The budgeted expenditure of Finance Ministry for 2005-06 were Rs 514.344 crore of which the fertiliser subsidy went to over Rs 17,000 crore, food subsidy about Rs 30,000 crore and petroleum subsidy around Rs 6,000 crore. A major portion of the aforesaid subsidies did not reach the targeted level and satisfied the higher expenditure groups in urban areas and therefore proved to be regressive, the Chamber said.
It also pointed out as to why the government should help public enterprises in financing and investments and suggested that their financing needs should be met through open market offers or by commercial borrowings raised by themselves only.

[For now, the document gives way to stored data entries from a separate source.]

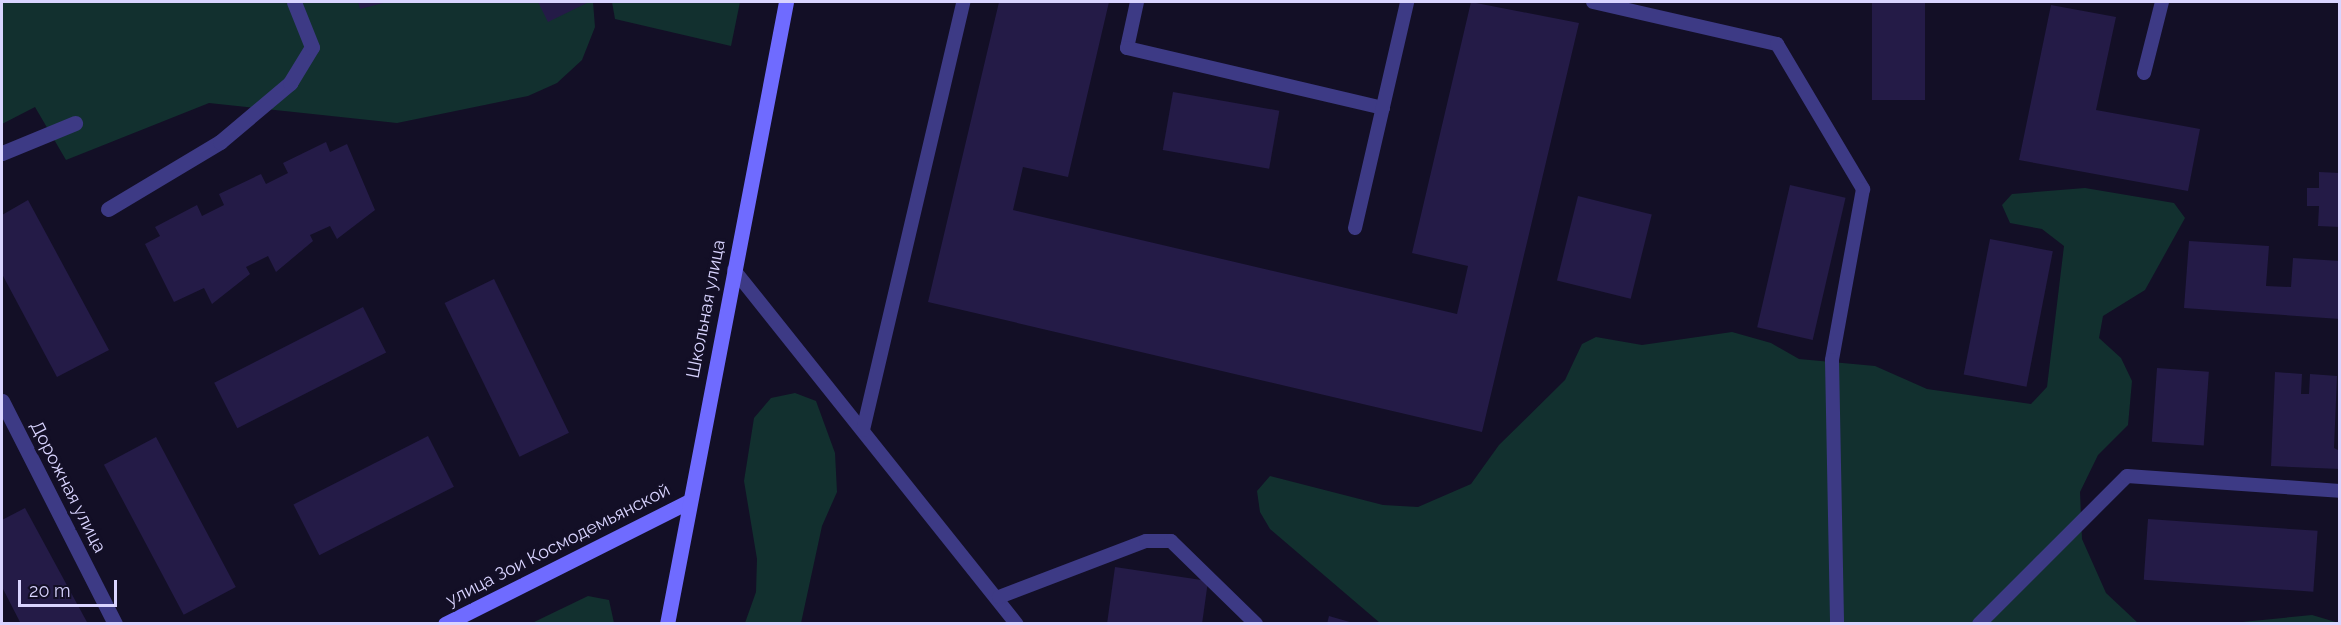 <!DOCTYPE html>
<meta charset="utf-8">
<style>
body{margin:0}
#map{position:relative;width:2341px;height:625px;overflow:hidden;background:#130f26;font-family:Raleway,sans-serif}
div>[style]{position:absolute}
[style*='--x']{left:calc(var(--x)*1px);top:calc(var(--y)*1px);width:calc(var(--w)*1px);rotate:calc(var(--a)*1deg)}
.green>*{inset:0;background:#12302f}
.building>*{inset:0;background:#241b47;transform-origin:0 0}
.lane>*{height:14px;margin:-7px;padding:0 7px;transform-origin:7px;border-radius:7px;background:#3d3a85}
.street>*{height:15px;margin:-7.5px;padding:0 7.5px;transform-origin:7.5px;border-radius:7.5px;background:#3d3a85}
.secondary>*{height:15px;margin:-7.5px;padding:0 7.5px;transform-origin:7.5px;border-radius:7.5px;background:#6f6bff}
span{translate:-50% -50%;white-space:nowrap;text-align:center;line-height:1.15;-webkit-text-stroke:6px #130f26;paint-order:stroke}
.street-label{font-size:18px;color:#d9d4ff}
.frame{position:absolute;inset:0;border:3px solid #d9d4ff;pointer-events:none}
.scale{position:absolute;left:18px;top:580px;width:99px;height:27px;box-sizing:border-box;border:3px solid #d9d4ff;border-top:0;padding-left:8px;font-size:18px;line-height:21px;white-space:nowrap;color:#d9d4ff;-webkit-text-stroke:4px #130f26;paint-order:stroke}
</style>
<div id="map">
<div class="green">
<div style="clip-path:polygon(2px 2px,593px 2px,595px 27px,582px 60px,557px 83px,528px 96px,397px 123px,209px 103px,66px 160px,35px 107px,2px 124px)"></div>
<div style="clip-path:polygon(612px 2px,740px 2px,731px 46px,615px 19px)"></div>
<div style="clip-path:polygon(2085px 188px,2174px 203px,2185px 218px,2145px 290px,2103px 316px,2099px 338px,2121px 358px,2132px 381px,2128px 425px,2098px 455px,2080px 492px,2082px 539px,2106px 593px,2138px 623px,1380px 623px,1270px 529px,1260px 512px,1257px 491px,1270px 476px,1383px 505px,1418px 507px,1471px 484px,1499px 445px,1565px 380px,1582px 344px,1596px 337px,1642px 345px,1732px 332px,1771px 343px,1799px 359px,1875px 366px,1927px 389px,2031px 404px,2047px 387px,2064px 246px,2042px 229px,2010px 223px,2002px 205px,2012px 194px)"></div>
<div style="clip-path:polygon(795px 393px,816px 401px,835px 453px,837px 492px,822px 526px,801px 623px,745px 623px,756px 592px,757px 559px,744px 481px,754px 418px,771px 398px)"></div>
<div style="clip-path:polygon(588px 596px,609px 600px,614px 623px,532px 623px)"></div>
<div style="clip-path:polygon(2312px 615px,2339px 623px,2237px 623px,2242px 622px)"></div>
</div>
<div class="building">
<div style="clip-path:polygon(358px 2px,387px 2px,360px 9px)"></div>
<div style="clip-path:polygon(538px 2px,589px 2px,548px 22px)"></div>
<div style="clip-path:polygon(999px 2px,1109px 2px,1068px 177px,1023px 167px,1013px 210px,1457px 314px,1468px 266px,1412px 253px,1471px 2px,1579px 23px,1482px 432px,928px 302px)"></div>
<div style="left:1872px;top:2px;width:53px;height:98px"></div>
<div style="clip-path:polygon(2051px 5px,2116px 17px,2096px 110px,2200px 129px,2188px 191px,2019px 160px)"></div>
<div style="left:1173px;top:92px;width:108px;height:59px;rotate:10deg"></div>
<div style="clip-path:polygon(326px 142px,330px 152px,347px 144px,375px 210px,337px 239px,330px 226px,310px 235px,313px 241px,276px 272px,268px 256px,246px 267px,250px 274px,212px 304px,204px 288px,174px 302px,145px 244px,160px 236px,155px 227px,197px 205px,202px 216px,224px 205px,219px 194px,261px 174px,266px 184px,288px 173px,283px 163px)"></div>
<div style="clip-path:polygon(2319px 172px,2340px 173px,2340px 227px,2318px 226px,2319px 206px,2307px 206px,2307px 188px,2319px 188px)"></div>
<div style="left:1790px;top:185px;width:57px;height:146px;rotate:13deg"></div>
<div style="left:1578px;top:196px;width:76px;height:87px;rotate:14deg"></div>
<div style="clip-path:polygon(28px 200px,109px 350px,57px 377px,2px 274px,2px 215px)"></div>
<div style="left:1990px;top:239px;width:64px;height:138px;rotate:11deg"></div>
<div style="clip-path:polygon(2189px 241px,2269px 246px,2266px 286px,2291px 287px,2293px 258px,2340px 261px,2340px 319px,2184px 308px)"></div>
<div style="left:494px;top:279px;width:171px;height:55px;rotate:64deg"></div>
<div style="left:363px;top:307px;width:51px;height:167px;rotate:63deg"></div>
<div style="left:2157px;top:368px;width:52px;height:74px;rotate:4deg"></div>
<div style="clip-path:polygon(2275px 372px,2302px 374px,2301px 394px,2309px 394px,2310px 374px,2337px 376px,2334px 448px,2340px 451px,2340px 469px,2271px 466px)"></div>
<div style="left:428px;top:436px;width:57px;height:151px;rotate:63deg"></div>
<div style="left:156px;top:437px;width:170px;height:59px;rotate:62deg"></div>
<div style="clip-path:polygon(25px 508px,88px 624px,21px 624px,2px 587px,2px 520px)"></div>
<div style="left:2148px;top:519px;width:170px;height:61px;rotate:4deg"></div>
<div style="clip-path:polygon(1115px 567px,1208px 581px,1202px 624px,1107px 624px)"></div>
<div style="clip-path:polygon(1329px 616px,1353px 623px,1353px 624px,1327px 624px)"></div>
</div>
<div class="lane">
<div style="--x:1137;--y:2;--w:47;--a:102.3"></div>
<div style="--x:1127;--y:48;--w:263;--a:13.2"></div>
<div style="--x:1593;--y:2;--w:189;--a:12.9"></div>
<div style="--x:1777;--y:44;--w:169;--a:59.3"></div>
<div style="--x:1863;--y:189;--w:174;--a:100.3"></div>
<div style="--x:1832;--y:360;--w:264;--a:88.9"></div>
<div style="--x:2144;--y:73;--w:73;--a:-75.8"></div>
<div style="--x:1355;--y:228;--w:232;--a:-77"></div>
<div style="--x:734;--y:270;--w:453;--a:51.4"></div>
<div style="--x:863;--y:430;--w:440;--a:-76.8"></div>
<div style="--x:999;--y:597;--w:157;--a:-20.9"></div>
<div style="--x:1146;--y:541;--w:25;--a:0"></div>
<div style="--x:1171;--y:541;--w:119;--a:44.3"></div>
<div style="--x:1979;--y:624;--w:209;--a:-45"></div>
<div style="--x:2127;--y:476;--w:213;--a:4"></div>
</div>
<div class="street">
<div style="--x:2;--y:153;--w:79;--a:-22.3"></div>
<div style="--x:108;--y:209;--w:131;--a:-30.9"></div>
<div style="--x:220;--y:142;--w:92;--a:-40.1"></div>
<div style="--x:290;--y:83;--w:42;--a:-58.6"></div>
<div style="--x:312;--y:47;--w:48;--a:-111.8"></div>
<div style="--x:2;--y:401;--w:250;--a:63.1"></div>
</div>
<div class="secondary">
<div style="--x:445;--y:624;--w:272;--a:-26.7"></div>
<div style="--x:667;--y:624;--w:633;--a:-79.17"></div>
</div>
<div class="street-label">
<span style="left:706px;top:309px;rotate:-79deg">Школьная улица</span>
<span style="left:68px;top:487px;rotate:63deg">Дорожная улица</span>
<span style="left:558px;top:545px;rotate:-27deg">улица Зои Космодемьянской</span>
</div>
<div class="frame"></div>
<div class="scale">20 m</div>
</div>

The public enterprises should be encouraged to borrow directly from the market on commercial terms and updated 'General Financial Rules' with focus on greater delegation of authority to administrative ministries in managing their financial affairs, it added.
It suggested a multi-pronged strategy to help the government come out of its public finance crisis by way of putting up a mechanism to measure the development outcomes of all major programmes.
It also called for carrying out a review of the quality of investment and of its outcomes, and for this purpose all departments would be required to make benefit-incidence analyses and ensure that programmes and schemes are not allowed to continue indefinitely from one plan period to the next without an independent and in-depth evaluation.